Aliás, um dos grandes acertos de Toy Story 4 é reconhecer a importância feminina de seu elenco e, certamente, de sua audiência. Sem soar como uma mudança orquestrada, Woody perde a liderança naturalmente para Dory, Jessie, Betty, e até a própria Gabby-Gabby. São as bonecas que tomam decisões e executam as principais ações do filme. Quebrando de vez o paradigma criado por Toy Story 1, Betty evolui da donzela em perigo para a aventureira habilidosa e independente que comanda seu antigo salvador.
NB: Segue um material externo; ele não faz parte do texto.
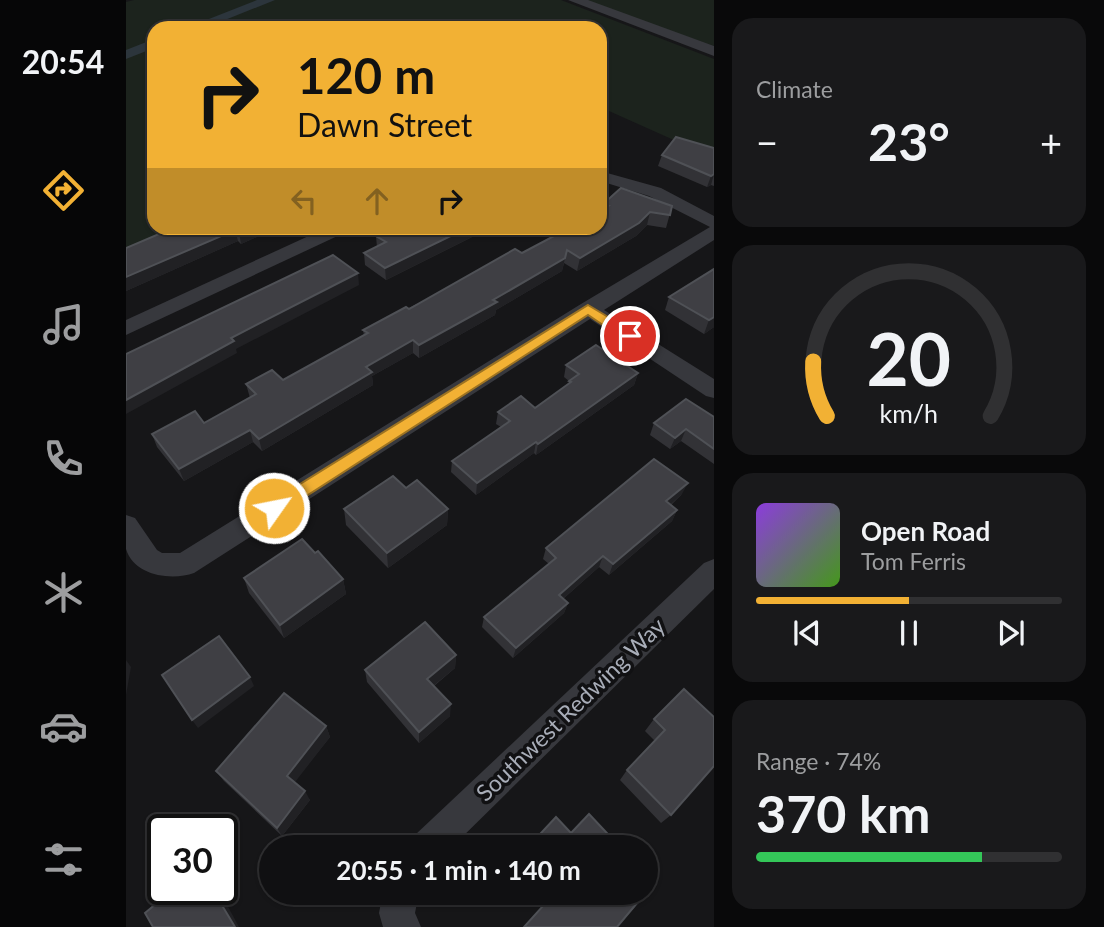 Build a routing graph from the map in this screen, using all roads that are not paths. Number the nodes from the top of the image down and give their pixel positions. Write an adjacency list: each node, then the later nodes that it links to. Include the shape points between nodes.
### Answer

Ainda sobre elas, a “vilã” Betty-Betty também possui uma complexidade digna o suficiente para não lhe rotular em tal categoria. Suas motivações rapidamente são entendidas e compreendidas, o que de forma alguma é um problema. Ter um antagonista não é sinônimo de uma história satisfatória, mas personagens bens construídos certamente são. Além disso, junto com a personagem estão sempre seus capangas, que completam a cota de criatura assustadora em todo Toy Story, indo desde a cabeça de bebê no corpo de aranha eletrônica até o bebê com cabeça gigante.
Depois dos Créditos
Para aqueles que esperam grande destaque para a turma antiga, pode haver um certo estranhamento com sua falta de protagonismo, inclusive de Buzz Lightyear, estando em um núcleo separado com a família de Bonnie. Porém, sua presença não é inútil. Há um momento especial guardado para os fãs que definitivamente não decepciona, sendo aquilo que esperamos por 24 anos. Por isso, tenha em mente que, antes de tudo, o filme é sobre Woody em um processo de autoconhecimento.
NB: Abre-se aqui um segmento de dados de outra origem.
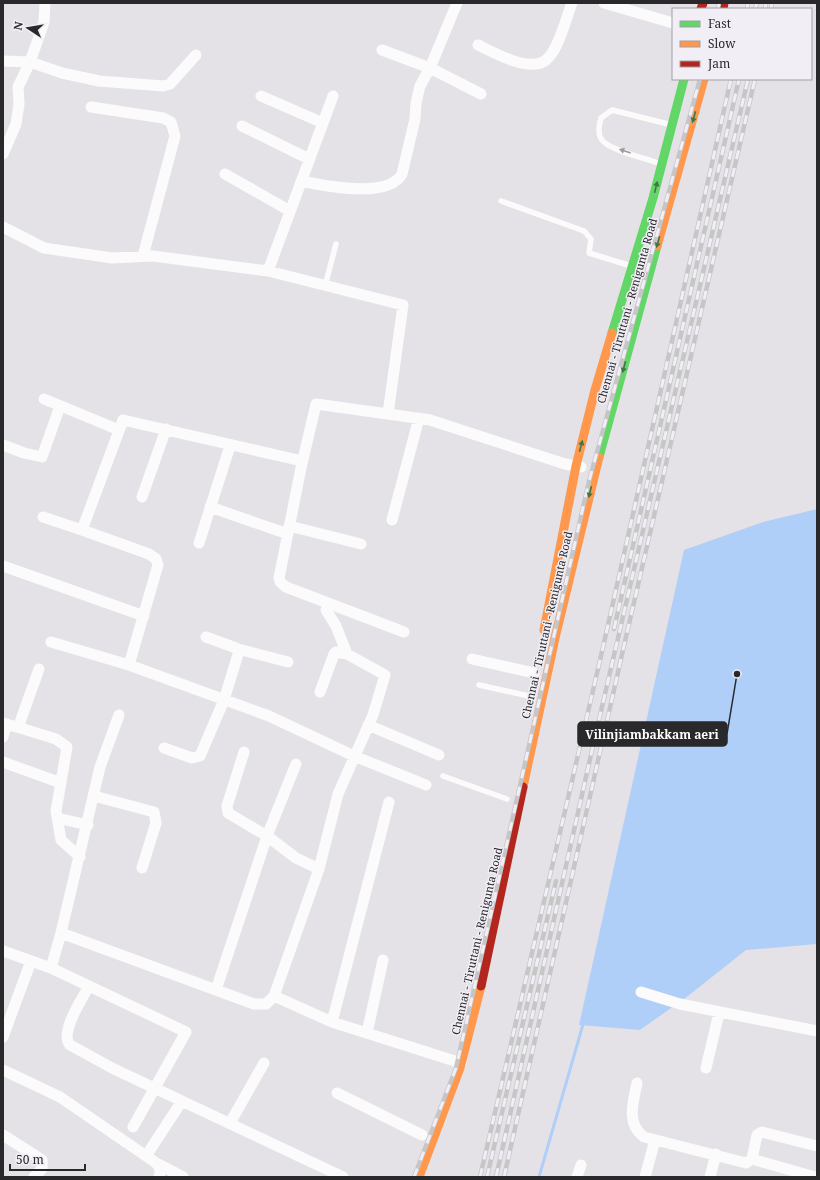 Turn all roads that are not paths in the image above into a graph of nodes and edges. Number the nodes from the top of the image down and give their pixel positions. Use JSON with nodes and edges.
{"nodes":[{"id":1,"x":45,"y":3,"type":"edge"},
{"id":2,"x":456,"y":3,"type":"edge"},
{"id":3,"x":572,"y":3,"type":"edge"},
{"id":4,"x":604,"y":3,"type":"edge"},
{"id":5,"x":672,"y":23,"type":"edge"},
{"id":6,"x":478,"y":45,"type":"dead end"},
{"id":7,"x":382,"y":50,"type":"dead end"},
{"id":8,"x":196,"y":54,"type":"dead end"},
{"id":9,"x":3,"y":61,"type":"edge"},
{"id":10,"x":30,"y":62,"type":"junction"},
{"id":11,"x":430,"y":68,"type":"junction"},
{"id":12,"x":684,"y":80,"type":"edge"},
{"id":13,"x":704,"y":80,"type":"edge"},
{"id":14,"x":482,"y":94,"type":"dead end"},
{"id":15,"x":261,"y":96,"type":"dead end"},
{"id":16,"x":333,"y":96,"type":"dead end"},
{"id":17,"x":91,"y":107,"type":"dead end"},
{"id":18,"x":323,"y":122,"type":"junction"},
{"id":19,"x":672,"y":124,"type":"junction"},
{"id":20,"x":242,"y":126,"type":"dead end"},
{"id":21,"x":3,"y":154,"type":"edge"},
{"id":22,"x":309,"y":160,"type":"junction"},
{"id":23,"x":662,"y":164,"type":"junction"},
{"id":24,"x":225,"y":174,"type":"dead end"},
{"id":25,"x":302,"y":181,"type":"junction"},
{"id":26,"x":501,"y":201,"type":"dead end"},
{"id":27,"x":290,"y":211,"type":"junction"},
{"id":28,"x":3,"y":227,"type":"edge"},
{"id":29,"x":336,"y":244,"type":"dead end"},
{"id":30,"x":143,"y":256,"type":"junction"},
{"id":31,"x":633,"y":267,"type":"junction"},
{"id":32,"x":268,"y":271,"type":"junction"},
{"id":33,"x":325,"y":286,"type":"junction"},
{"id":34,"x":44,"y":399,"type":"dead end"},
{"id":35,"x":60,"y":406,"type":"junction"},
{"id":36,"x":388,"y":414,"type":"junction"},
{"id":37,"x":419,"y":418,"type":"junction"},
{"id":38,"x":119,"y":430,"type":"junction"},
{"id":39,"x":166,"y":430,"type":"junction"},
{"id":40,"x":3,"y":445,"type":"edge"},
{"id":41,"x":230,"y":446,"type":"junction"},
{"id":42,"x":302,"y":461,"type":"junction"},
{"id":43,"x":576,"y":466,"type":"junction"},
{"id":44,"x":596,"y":470,"type":"junction"},
{"id":45,"x":142,"y":496,"type":"dead end"},
{"id":46,"x":210,"y":507,"type":"junction"},
{"id":47,"x":44,"y":517,"type":"dead end"},
{"id":48,"x":392,"y":520,"type":"dead end"},
{"id":49,"x":82,"y":530,"type":"junction"},
{"id":50,"x":288,"y":530,"type":"junction"},
{"id":51,"x":199,"y":543,"type":"dead end"},
{"id":52,"x":361,"y":544,"type":"dead end"},
{"id":53,"x":3,"y":566,"type":"edge"},
{"id":54,"x":326,"y":610,"type":"dead end"},
{"id":55,"x":144,"y":616,"type":"junction"},
{"id":56,"x":404,"y":632,"type":"dead end"},
{"id":57,"x":206,"y":637,"type":"dead end"},
{"id":58,"x":51,"y":642,"type":"dead end"},
{"id":59,"x":541,"y":642,"type":"dead end"},
{"id":60,"x":238,"y":649,"type":"junction"},
{"id":61,"x":347,"y":654,"type":"junction"},
{"id":62,"x":472,"y":659,"type":"dead end"},
{"id":63,"x":288,"y":662,"type":"dead end"},
{"id":64,"x":129,"y":666,"type":"junction"},
{"id":65,"x":39,"y":669,"type":"dead end"},
{"id":66,"x":479,"y":685,"type":"dead end"},
{"id":67,"x":532,"y":685,"type":"joint"},
{"id":68,"x":320,"y":692,"type":"dead end"},
{"id":69,"x":224,"y":700,"type":"junction"},
{"id":70,"x":118,"y":715,"type":"dead end"},
{"id":71,"x":9,"y":725,"type":"edge"},
{"id":72,"x":368,"y":725,"type":"junction"},
{"id":73,"x":3,"y":737,"type":"edge"},
{"id":74,"x":164,"y":748,"type":"dead end"},
{"id":75,"x":244,"y":752,"type":"dead end"},
{"id":76,"x":439,"y":755,"type":"dead end"},
{"id":77,"x":354,"y":756,"type":"junction"},
{"id":78,"x":3,"y":762,"type":"edge"},
{"id":79,"x":296,"y":764,"type":"dead end"},
{"id":80,"x":443,"y":776,"type":"dead end"},
{"id":81,"x":61,"y":783,"type":"junction"},
{"id":82,"x":426,"y":785,"type":"dead end"},
{"id":83,"x":508,"y":795,"type":"joint"},
{"id":84,"x":94,"y":796,"type":"junction"},
{"id":85,"x":389,"y":802,"type":"dead end"},
{"id":86,"x":505,"y":810,"type":"dead end"},
{"id":87,"x":57,"y":818,"type":"junction"},
{"id":88,"x":88,"y":825,"type":"junction"},
{"id":89,"x":267,"y":836,"type":"junction"},
{"id":90,"x":80,"y":857,"type":"junction"},
{"id":91,"x":142,"y":868,"type":"dead end"},
{"id":92,"x":319,"y":869,"type":"junction"},
{"id":93,"x":61,"y":933,"type":"junction"},
{"id":94,"x":3,"y":952,"type":"edge"},
{"id":95,"x":383,"y":960,"type":"dead end"},
{"id":96,"x":31,"y":962,"type":"junction"},
{"id":97,"x":51,"y":968,"type":"junction"},
{"id":98,"x":89,"y":986,"type":"junction"},
{"id":99,"x":216,"y":990,"type":"junction"},
{"id":100,"x":641,"y":992,"type":"dead end"},
{"id":101,"x":274,"y":996,"type":"junction"},
{"id":102,"x":719,"y":1013,"type":"junction"},
{"id":103,"x":332,"y":1022,"type":"junction"},
{"id":104,"x":817,"y":1031,"type":"edge"},
{"id":105,"x":367,"y":1033,"type":"junction"},
{"id":106,"x":3,"y":1037,"type":"edge"},
{"id":107,"x":264,"y":1062,"type":"dead end"},
{"id":108,"x":461,"y":1063,"type":"junction"},
{"id":109,"x":706,"y":1068,"type":"dead end"},
{"id":110,"x":3,"y":1070,"type":"edge"},
{"id":111,"x":637,"y":1083,"type":"dead end"},
{"id":112,"x":155,"y":1088,"type":"junction"},
{"id":113,"x":336,"y":1093,"type":"dead end"},
{"id":114,"x":182,"y":1101,"type":"junction"},
{"id":115,"x":230,"y":1124,"type":"junction"},
{"id":116,"x":133,"y":1127,"type":"dead end"},
{"id":117,"x":422,"y":1134,"type":"dead end"},
{"id":118,"x":3,"y":1135,"type":"edge"},
{"id":119,"x":655,"y":1140,"type":"junction"},
{"id":120,"x":817,"y":1146,"type":"edge"},
{"id":121,"x":716,"y":1154,"type":"junction"},
{"id":122,"x":146,"y":1156,"type":"junction"},
{"id":123,"x":752,"y":1159,"type":"junction"},
{"id":124,"x":158,"y":1164,"type":"junction"},
{"id":125,"x":581,"y":1165,"type":"dead end"},
{"id":126,"x":34,"y":1177,"type":"edge"},
{"id":127,"x":159,"y":1177,"type":"edge"},
{"id":128,"x":183,"y":1177,"type":"edge"},
{"id":129,"x":343,"y":1177,"type":"edge"},
{"id":130,"x":419,"y":1177,"type":"edge"},
{"id":131,"x":577,"y":1177,"type":"edge"},
{"id":132,"x":645,"y":1177,"type":"edge"},
{"id":133,"x":710,"y":1177,"type":"edge"},
{"id":134,"x":815,"y":1177,"type":"edge"}],
"edges":[{"from":1,"to":10,"type":"street"},
{"from":2,"to":11,"type":"street"},
{"from":3,"to":6,"type":"street"},
{"from":4,"to":5,"type":"street"},
{"from":7,"to":11,"type":"street"},
{"from":8,"to":10,"type":"street"},
{"from":9,"to":10,"type":"street"},
{"from":10,"to":21,"type":"street"},
{"from":11,"to":14,"type":"street"},
{"from":11,"to":25,"type":"street"},
{"from":12,"to":19,"type":"highway","name":"Chennai - Tiruttani - Renigunta Road"},
{"from":13,"to":44,"type":"highway","name":"Chennai - Tiruttani - Renigunta Road","one_way":true},
{"from":15,"to":18,"type":"street"},
{"from":16,"to":18,"type":"street"},
{"from":17,"to":30,"type":"street"},
{"from":18,"to":22,"type":"street"},
{"from":19,"to":23,"type":"highway","name":"Chennai - Tiruttani - Renigunta Road"},
{"from":23,"to":19,"type":"lane","one_way":true},
{"from":20,"to":22,"type":"street"},
{"from":22,"to":25,"type":"street"},
{"from":31,"to":23,"type":"highway","name":"Chennai - Tiruttani - Renigunta Road","one_way":true},
{"from":24,"to":27,"type":"street"},
{"from":25,"to":27,"type":"street"},
{"from":26,"to":31,"type":"lane"},
{"from":27,"to":32,"type":"street"},
{"from":28,"to":30,"type":"street"},
{"from":29,"to":33,"type":"lane"},
{"from":30,"to":32,"type":"street"},
{"from":43,"to":31,"type":"highway","name":"Chennai - Tiruttani - Renigunta Road","one_way":true},
{"from":32,"to":33,"type":"street"},
{"from":33,"to":36,"type":"street"},
{"from":34,"to":35,"type":"street"},
{"from":35,"to":38,"type":"street"},
{"from":35,"to":40,"type":"street"},
{"from":36,"to":37,"type":"street"},
{"from":36,"to":42,"type":"street"},
{"from":37,"to":43,"type":"street"},
{"from":37,"to":48,"type":"street"},
{"from":38,"to":39,"type":"street"},
{"from":38,"to":49,"type":"street"},
{"from":39,"to":41,"type":"street"},
{"from":39,"to":45,"type":"street"},
{"from":41,"to":42,"type":"street"},
{"from":41,"to":46,"type":"street"},
{"from":42,"to":50,"type":"street"},
{"from":43,"to":44,"type":"street"},
{"from":43,"to":59,"type":"highway","name":"Chennai - Tiruttani - Renigunta Road"},
{"from":44,"to":108,"type":"highway","name":"Chennai - Tiruttani - Renigunta Road","one_way":true},
{"from":46,"to":50,"type":"street"},
{"from":46,"to":51,"type":"street"},
{"from":47,"to":49,"type":"street"},
{"from":49,"to":55,"type":"street"},
{"from":50,"to":52,"type":"street"},
{"from":50,"to":56,"type":"street"},
{"from":53,"to":55,"type":"street"},
{"from":54,"to":61,"type":"street"},
{"from":55,"to":64,"type":"street"},
{"from":57,"to":60,"type":"street"},
{"from":58,"to":64,"type":"street"},
{"from":60,"to":63,"type":"street"},
{"from":60,"to":69,"type":"street"},
{"from":61,"to":68,"type":"street"},
{"from":61,"to":72,"type":"street"},
{"from":62,"to":67,"type":"street"},
{"from":64,"to":69,"type":"street"},
{"from":65,"to":71,"type":"street"},
{"from":66,"to":67,"type":"lane"},
{"from":69,"to":74,"type":"street"},
{"from":69,"to":77,"type":"street"},
{"from":70,"to":84,"type":"street"},
{"from":71,"to":73,"type":"street"},
{"from":71,"to":81,"type":"street"},
{"from":72,"to":76,"type":"street"},
{"from":72,"to":77,"type":"street"},
{"from":75,"to":89,"type":"street"},
{"from":77,"to":82,"type":"street"},
{"from":77,"to":92,"type":"street"},
{"from":78,"to":81,"type":"street"},
{"from":79,"to":89,"type":"street"},
{"from":80,"to":83,"type":"lane"},
{"from":81,"to":87,"type":"street"},
{"from":83,"to":86,"type":"highway"},
{"from":84,"to":88,"type":"street"},
{"from":84,"to":91,"type":"street"},
{"from":85,"to":103,"type":"street"},
{"from":87,"to":88,"type":"street"},
{"from":87,"to":90,"type":"street"},
{"from":88,"to":90,"type":"street"},
{"from":89,"to":92,"type":"street"},
{"from":89,"to":99,"type":"street"},
{"from":90,"to":93,"type":"street"},
{"from":92,"to":101,"type":"street"},
{"from":93,"to":97,"type":"street"},
{"from":93,"to":99,"type":"street"},
{"from":94,"to":96,"type":"street"},
{"from":95,"to":105,"type":"street"},
{"from":96,"to":97,"type":"street"},
{"from":96,"to":106,"type":"street"},
{"from":97,"to":98,"type":"street"},
{"from":98,"to":112,"type":"street"},
{"from":98,"to":112,"type":"street"},
{"from":99,"to":101,"type":"street"},
{"from":100,"to":102,"type":"street"},
{"from":101,"to":103,"type":"street"},
{"from":102,"to":104,"type":"street"},
{"from":102,"to":109,"type":"street"},
{"from":103,"to":105,"type":"street"},
{"from":105,"to":108,"type":"street"},
{"from":107,"to":115,"type":"street"},
{"from":108,"to":130,"type":"highway","name":"Chennai - Tiruttani - Renigunta Road"},
{"from":110,"to":122,"type":"street"},
{"from":111,"to":119,"type":"street"},
{"from":112,"to":114,"type":"street"},
{"from":112,"to":116,"type":"street"},
{"from":113,"to":117,"type":"street"},
{"from":114,"to":115,"type":"street"},
{"from":114,"to":122,"type":"street"},
{"from":115,"to":129,"type":"street"},
{"from":118,"to":126,"type":"street"},
{"from":119,"to":121,"type":"street"},
{"from":119,"to":132,"type":"street"},
{"from":120,"to":123,"type":"street"},
{"from":121,"to":123,"type":"street"},
{"from":121,"to":133,"type":"street"},
{"from":122,"to":124,"type":"street"},
{"from":123,"to":134,"type":"street"},
{"from":124,"to":127,"type":"street"},
{"from":124,"to":128,"type":"street"},
{"from":125,"to":131,"type":"street"}]}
Tendo isso assimilado, não restam dúvidas de minha parte ao afirmar que Toy Story 4 é uma das animações mais complexas, satisfatórias e recompensadoras já feitas. Emocionante, extremamente engraçado, reflexivo e repleto de easter eggs, a conclusão da saga é tudo que prometia. Se o final da terceira aventura parecia digno para o xerife e sua turma, aqui é catártico. Ao infinito, e além!